RECORDS FOR THIS TASK START
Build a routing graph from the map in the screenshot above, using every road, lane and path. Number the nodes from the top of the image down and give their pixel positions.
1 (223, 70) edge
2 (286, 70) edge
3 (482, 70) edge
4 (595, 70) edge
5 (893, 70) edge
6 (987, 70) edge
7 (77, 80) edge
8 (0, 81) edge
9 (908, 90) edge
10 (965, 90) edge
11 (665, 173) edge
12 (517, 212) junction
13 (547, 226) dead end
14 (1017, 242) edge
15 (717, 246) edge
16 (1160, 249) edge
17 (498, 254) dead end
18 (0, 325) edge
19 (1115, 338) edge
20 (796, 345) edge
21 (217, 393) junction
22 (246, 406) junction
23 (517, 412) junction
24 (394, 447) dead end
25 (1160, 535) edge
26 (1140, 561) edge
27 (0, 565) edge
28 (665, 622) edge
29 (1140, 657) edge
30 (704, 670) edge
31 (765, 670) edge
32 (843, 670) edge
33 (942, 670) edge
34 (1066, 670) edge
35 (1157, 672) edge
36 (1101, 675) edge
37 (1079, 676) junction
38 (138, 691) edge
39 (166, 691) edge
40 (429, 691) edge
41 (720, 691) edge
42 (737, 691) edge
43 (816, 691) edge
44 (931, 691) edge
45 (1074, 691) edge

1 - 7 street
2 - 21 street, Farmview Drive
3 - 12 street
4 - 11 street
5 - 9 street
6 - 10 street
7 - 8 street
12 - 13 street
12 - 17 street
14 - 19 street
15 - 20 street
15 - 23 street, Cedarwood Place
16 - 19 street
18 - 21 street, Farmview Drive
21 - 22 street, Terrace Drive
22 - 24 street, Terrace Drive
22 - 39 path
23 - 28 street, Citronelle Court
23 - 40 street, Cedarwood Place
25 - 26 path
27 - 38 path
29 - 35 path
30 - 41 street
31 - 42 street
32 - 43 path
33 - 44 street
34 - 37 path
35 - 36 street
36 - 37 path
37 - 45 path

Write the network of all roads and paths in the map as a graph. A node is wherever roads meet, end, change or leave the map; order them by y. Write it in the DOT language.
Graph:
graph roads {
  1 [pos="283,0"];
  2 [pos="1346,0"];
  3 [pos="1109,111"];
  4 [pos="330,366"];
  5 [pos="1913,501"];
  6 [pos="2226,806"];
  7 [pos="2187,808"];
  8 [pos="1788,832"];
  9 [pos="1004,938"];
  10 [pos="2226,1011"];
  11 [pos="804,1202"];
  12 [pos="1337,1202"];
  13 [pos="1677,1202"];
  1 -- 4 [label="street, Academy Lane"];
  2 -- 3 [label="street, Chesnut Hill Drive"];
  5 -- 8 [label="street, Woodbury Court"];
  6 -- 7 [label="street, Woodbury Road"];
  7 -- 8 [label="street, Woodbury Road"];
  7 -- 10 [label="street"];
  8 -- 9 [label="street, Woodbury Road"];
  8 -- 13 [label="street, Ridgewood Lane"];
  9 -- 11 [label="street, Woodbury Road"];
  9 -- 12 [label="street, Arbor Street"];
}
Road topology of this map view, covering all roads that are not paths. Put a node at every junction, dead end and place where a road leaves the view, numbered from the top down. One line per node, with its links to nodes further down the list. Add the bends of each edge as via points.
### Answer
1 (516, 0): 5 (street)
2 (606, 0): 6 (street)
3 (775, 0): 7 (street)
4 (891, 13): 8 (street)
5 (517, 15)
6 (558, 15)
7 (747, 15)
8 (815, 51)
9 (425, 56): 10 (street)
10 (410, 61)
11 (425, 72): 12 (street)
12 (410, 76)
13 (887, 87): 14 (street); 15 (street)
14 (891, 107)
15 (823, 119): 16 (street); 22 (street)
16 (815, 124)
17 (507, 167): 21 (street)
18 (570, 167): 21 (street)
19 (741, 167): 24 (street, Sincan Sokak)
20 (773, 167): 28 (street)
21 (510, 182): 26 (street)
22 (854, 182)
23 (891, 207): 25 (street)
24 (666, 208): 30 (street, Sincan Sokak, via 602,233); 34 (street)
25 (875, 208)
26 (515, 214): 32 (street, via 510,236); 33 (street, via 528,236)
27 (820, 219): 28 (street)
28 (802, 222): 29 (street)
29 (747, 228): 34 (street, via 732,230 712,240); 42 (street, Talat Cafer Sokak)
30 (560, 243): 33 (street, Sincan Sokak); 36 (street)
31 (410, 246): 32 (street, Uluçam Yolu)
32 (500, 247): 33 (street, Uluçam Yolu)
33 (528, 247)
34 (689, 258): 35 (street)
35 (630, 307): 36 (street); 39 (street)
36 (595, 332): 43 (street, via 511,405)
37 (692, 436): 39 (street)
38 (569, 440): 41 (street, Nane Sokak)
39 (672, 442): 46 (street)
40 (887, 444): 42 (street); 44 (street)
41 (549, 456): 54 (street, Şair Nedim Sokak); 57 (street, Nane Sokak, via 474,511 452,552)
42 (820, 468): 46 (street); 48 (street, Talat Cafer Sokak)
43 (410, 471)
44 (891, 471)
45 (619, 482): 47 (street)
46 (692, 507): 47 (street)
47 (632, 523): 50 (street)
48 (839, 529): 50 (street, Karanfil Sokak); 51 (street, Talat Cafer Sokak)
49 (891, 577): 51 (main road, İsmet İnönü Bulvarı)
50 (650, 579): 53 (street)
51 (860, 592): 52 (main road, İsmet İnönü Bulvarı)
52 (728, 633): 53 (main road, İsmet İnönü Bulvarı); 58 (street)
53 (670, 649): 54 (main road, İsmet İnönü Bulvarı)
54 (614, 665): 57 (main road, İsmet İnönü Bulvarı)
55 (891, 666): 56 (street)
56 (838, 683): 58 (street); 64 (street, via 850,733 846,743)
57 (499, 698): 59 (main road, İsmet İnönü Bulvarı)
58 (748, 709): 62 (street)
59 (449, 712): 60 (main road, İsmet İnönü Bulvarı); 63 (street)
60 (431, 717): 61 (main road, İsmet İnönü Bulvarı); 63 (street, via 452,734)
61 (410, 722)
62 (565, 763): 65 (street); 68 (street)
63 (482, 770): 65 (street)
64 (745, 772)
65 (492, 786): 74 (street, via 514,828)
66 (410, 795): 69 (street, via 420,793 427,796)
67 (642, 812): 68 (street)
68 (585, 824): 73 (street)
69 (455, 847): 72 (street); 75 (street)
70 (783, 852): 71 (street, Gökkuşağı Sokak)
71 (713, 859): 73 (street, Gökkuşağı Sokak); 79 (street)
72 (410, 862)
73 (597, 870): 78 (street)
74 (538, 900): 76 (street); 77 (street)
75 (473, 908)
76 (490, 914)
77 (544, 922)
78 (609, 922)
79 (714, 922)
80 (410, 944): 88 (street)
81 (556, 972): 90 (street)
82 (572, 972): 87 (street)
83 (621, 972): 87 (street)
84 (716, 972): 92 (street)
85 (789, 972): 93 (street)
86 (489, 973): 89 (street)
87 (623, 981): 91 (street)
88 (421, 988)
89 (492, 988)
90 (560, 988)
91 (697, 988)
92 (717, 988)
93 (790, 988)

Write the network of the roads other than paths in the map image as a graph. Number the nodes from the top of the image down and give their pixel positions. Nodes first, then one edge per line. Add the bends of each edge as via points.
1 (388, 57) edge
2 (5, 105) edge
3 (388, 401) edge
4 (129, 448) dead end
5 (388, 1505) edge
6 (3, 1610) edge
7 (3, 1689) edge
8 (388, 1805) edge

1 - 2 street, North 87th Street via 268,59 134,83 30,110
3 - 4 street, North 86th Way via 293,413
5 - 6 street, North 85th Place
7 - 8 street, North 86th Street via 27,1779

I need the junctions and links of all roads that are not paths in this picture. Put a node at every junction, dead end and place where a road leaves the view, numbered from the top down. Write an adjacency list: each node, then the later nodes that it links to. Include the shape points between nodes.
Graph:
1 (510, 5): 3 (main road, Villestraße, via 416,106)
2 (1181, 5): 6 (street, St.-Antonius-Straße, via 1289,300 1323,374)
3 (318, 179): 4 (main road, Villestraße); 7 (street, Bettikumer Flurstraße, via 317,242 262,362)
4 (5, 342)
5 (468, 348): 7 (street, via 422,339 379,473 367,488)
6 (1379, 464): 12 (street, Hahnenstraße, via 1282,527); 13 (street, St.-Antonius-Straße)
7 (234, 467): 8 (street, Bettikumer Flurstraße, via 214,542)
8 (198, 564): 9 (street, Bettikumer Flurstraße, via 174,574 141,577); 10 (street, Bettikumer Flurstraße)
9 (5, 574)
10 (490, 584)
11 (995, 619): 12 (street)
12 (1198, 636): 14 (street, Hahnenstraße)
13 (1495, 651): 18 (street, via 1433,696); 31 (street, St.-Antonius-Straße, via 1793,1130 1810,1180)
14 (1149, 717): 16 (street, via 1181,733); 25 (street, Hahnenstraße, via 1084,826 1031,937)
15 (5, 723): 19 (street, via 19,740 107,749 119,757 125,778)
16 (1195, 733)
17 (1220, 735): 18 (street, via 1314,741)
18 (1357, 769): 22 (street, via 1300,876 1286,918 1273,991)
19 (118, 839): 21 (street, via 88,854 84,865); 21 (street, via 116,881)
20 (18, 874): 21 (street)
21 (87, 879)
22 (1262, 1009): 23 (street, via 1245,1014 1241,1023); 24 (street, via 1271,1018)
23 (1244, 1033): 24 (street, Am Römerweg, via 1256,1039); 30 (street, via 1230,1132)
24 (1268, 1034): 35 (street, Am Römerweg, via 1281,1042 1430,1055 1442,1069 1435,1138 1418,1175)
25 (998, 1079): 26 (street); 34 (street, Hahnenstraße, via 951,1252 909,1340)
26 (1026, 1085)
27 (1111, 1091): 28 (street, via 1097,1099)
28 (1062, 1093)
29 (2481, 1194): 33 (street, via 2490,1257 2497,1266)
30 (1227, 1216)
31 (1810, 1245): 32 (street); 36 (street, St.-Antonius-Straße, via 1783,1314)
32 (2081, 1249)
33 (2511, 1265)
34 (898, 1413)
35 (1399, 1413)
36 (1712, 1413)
RECORDS FOR THIS TASK END
> _WHAT YOU WILL DO_:
Count the lines of the data that contain the string "North", and reply with that number alone.

> _ANSWER TO THIS EXERCISE_:
4